**Try it:** Transcribe the listing verbatim, please, with images dropped.

------ Material for this task ------

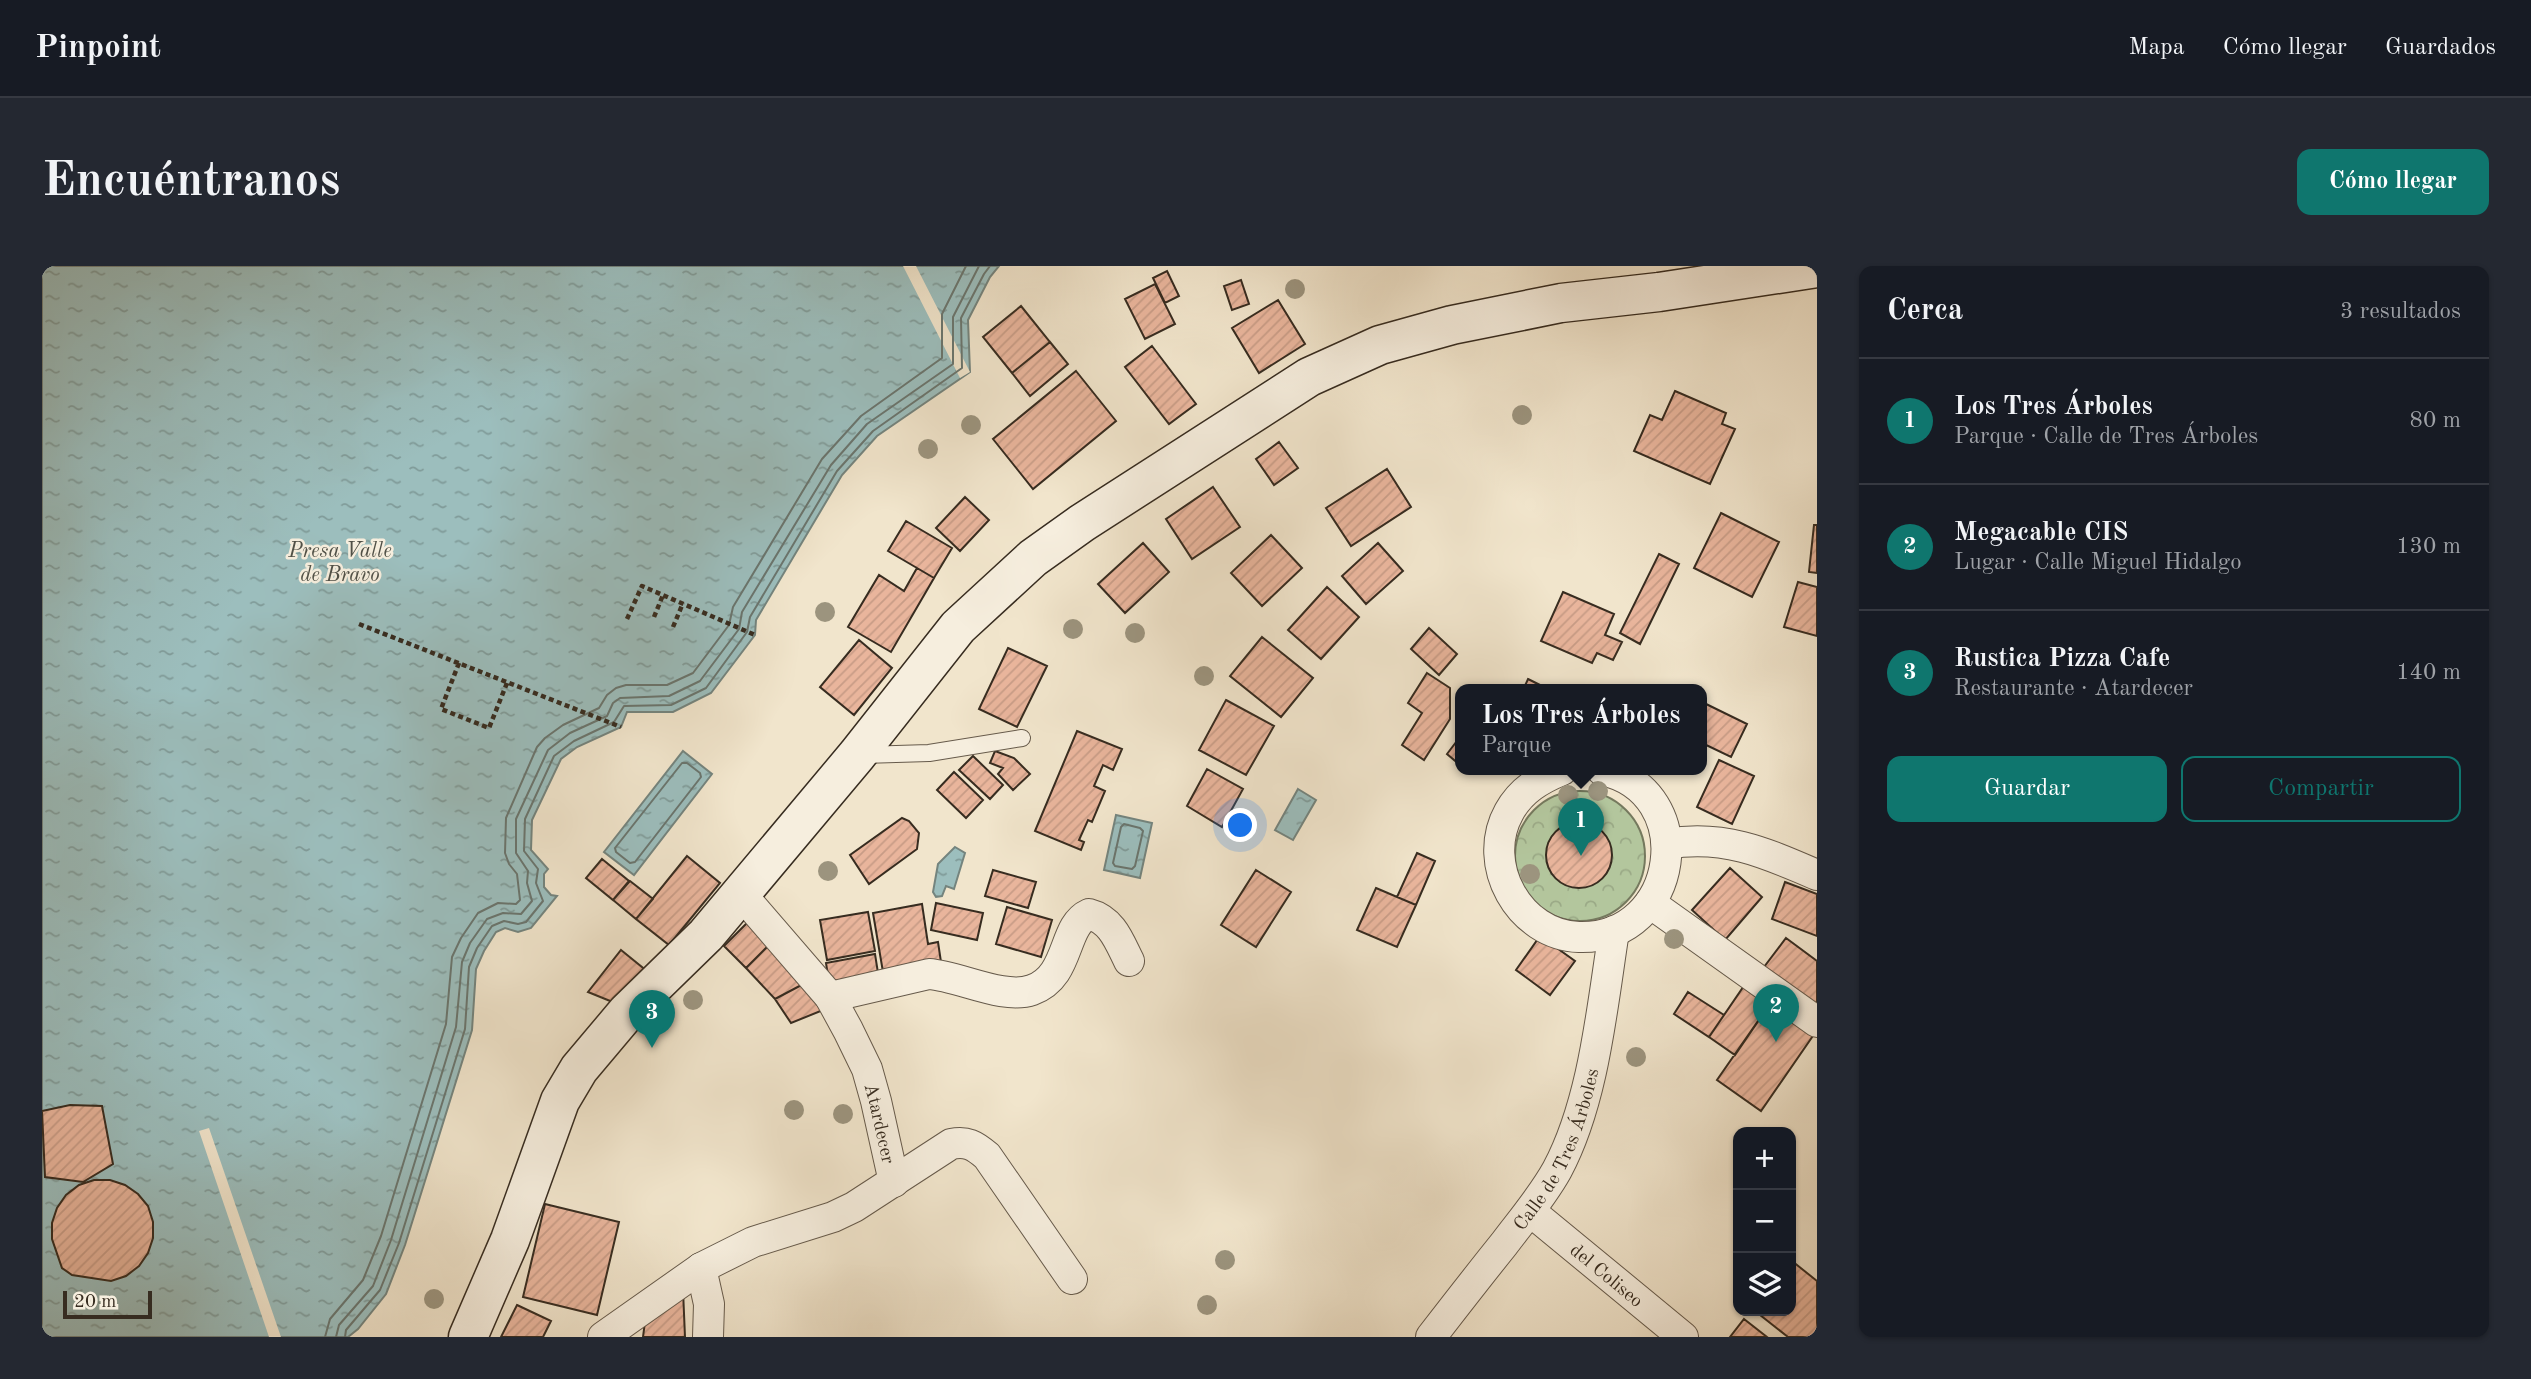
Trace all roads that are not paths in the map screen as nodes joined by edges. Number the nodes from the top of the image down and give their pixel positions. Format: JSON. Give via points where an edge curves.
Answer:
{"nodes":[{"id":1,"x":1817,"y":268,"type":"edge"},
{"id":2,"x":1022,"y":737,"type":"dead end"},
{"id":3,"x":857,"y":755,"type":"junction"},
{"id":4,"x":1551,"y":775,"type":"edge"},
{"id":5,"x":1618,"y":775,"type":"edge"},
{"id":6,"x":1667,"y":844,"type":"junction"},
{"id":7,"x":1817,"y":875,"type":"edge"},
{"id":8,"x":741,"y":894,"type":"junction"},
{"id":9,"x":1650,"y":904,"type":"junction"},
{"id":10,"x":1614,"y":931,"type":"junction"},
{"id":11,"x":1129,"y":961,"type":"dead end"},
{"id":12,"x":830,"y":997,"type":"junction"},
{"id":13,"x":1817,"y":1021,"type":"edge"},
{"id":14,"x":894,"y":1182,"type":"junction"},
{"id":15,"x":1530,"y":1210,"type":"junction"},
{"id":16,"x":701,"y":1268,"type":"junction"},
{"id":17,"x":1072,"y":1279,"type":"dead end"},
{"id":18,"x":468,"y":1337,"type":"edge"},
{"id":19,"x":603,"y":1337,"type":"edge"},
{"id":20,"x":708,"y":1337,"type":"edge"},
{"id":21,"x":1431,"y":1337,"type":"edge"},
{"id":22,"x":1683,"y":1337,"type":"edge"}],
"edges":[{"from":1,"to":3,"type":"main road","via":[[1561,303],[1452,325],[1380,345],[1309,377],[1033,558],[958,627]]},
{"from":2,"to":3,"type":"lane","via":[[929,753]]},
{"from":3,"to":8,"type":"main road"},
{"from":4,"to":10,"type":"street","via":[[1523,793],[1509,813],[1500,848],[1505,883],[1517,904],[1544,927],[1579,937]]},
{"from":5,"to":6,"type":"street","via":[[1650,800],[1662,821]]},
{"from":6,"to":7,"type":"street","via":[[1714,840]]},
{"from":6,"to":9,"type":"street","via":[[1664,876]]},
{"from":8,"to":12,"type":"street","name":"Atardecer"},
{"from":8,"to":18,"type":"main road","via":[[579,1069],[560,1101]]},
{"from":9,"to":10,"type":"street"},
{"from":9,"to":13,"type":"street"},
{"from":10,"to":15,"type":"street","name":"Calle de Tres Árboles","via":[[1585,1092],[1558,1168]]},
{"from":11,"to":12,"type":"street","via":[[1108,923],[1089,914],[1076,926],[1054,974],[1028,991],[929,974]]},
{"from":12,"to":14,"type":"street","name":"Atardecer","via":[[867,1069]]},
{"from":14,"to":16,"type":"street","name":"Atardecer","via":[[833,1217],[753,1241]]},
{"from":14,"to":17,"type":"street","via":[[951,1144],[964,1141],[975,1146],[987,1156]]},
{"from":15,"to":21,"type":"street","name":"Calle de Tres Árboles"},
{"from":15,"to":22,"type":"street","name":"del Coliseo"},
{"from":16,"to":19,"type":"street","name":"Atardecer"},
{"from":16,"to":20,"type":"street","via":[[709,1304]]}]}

------

**The answer:**
Trace all roads that are not paths in the map screen as nodes joined by edges. Number the nodes from the top of the image down and give their pixel positions. Format: JSON. Give via points where an edge curves.
Answer:
{"nodes":[{"id":1,"x":1817,"y":268,"type":"edge"},
{"id":2,"x":1022,"y":737,"type":"dead end"},
{"id":3,"x":857,"y":755,"type":"junction"},
{"id":4,"x":1551,"y":775,"type":"edge"},
{"id":5,"x":1618,"y":775,"type":"edge"},
{"id":6,"x":1667,"y":844,"type":"junction"},
{"id":7,"x":1817,"y":875,"type":"edge"},
{"id":8,"x":741,"y":894,"type":"junction"},
{"id":9,"x":1650,"y":904,"type":"junction"},
{"id":10,"x":1614,"y":931,"type":"junction"},
{"id":11,"x":1129,"y":961,"type":"dead end"},
{"id":12,"x":830,"y":997,"type":"junction"},
{"id":13,"x":1817,"y":1021,"type":"edge"},
{"id":14,"x":894,"y":1182,"type":"junction"},
{"id":15,"x":1530,"y":1210,"type":"junction"},
{"id":16,"x":701,"y":1268,"type":"junction"},
{"id":17,"x":1072,"y":1279,"type":"dead end"},
{"id":18,"x":468,"y":1337,"type":"edge"},
{"id":19,"x":603,"y":1337,"type":"edge"},
{"id":20,"x":708,"y":1337,"type":"edge"},
{"id":21,"x":1431,"y":1337,"type":"edge"},
{"id":22,"x":1683,"y":1337,"type":"edge"}],
"edges":[{"from":1,"to":3,"type":"main road","via":[[1561,303],[1452,325],[1380,345],[1309,377],[1033,558],[958,627]]},
{"from":2,"to":3,"type":"lane","via":[[929,753]]},
{"from":3,"to":8,"type":"main road"},
{"from":4,"to":10,"type":"street","via":[[1523,793],[1509,813],[1500,848],[1505,883],[1517,904],[1544,927],[1579,937]]},
{"from":5,"to":6,"type":"street","via":[[1650,800],[1662,821]]},
{"from":6,"to":7,"type":"street","via":[[1714,840]]},
{"from":6,"to":9,"type":"street","via":[[1664,876]]},
{"from":8,"to":12,"type":"street","name":"Atardecer"},
{"from":8,"to":18,"type":"main road","via":[[579,1069],[560,1101]]},
{"from":9,"to":10,"type":"street"},
{"from":9,"to":13,"type":"street"},
{"from":10,"to":15,"type":"street","name":"Calle de Tres Árboles","via":[[1585,1092],[1558,1168]]},
{"from":11,"to":12,"type":"street","via":[[1108,923],[1089,914],[1076,926],[1054,974],[1028,991],[929,974]]},
{"from":12,"to":14,"type":"street","name":"Atardecer","via":[[867,1069]]},
{"from":14,"to":16,"type":"street","name":"Atardecer","via":[[833,1217],[753,1241]]},
{"from":14,"to":17,"type":"street","via":[[951,1144],[964,1141],[975,1146],[987,1156]]},
{"from":15,"to":21,"type":"street","name":"Calle de Tres Árboles"},
{"from":15,"to":22,"type":"street","name":"del Coliseo"},
{"from":16,"to":19,"type":"street","name":"Atardecer"},
{"from":16,"to":20,"type":"street","via":[[709,1304]]}]}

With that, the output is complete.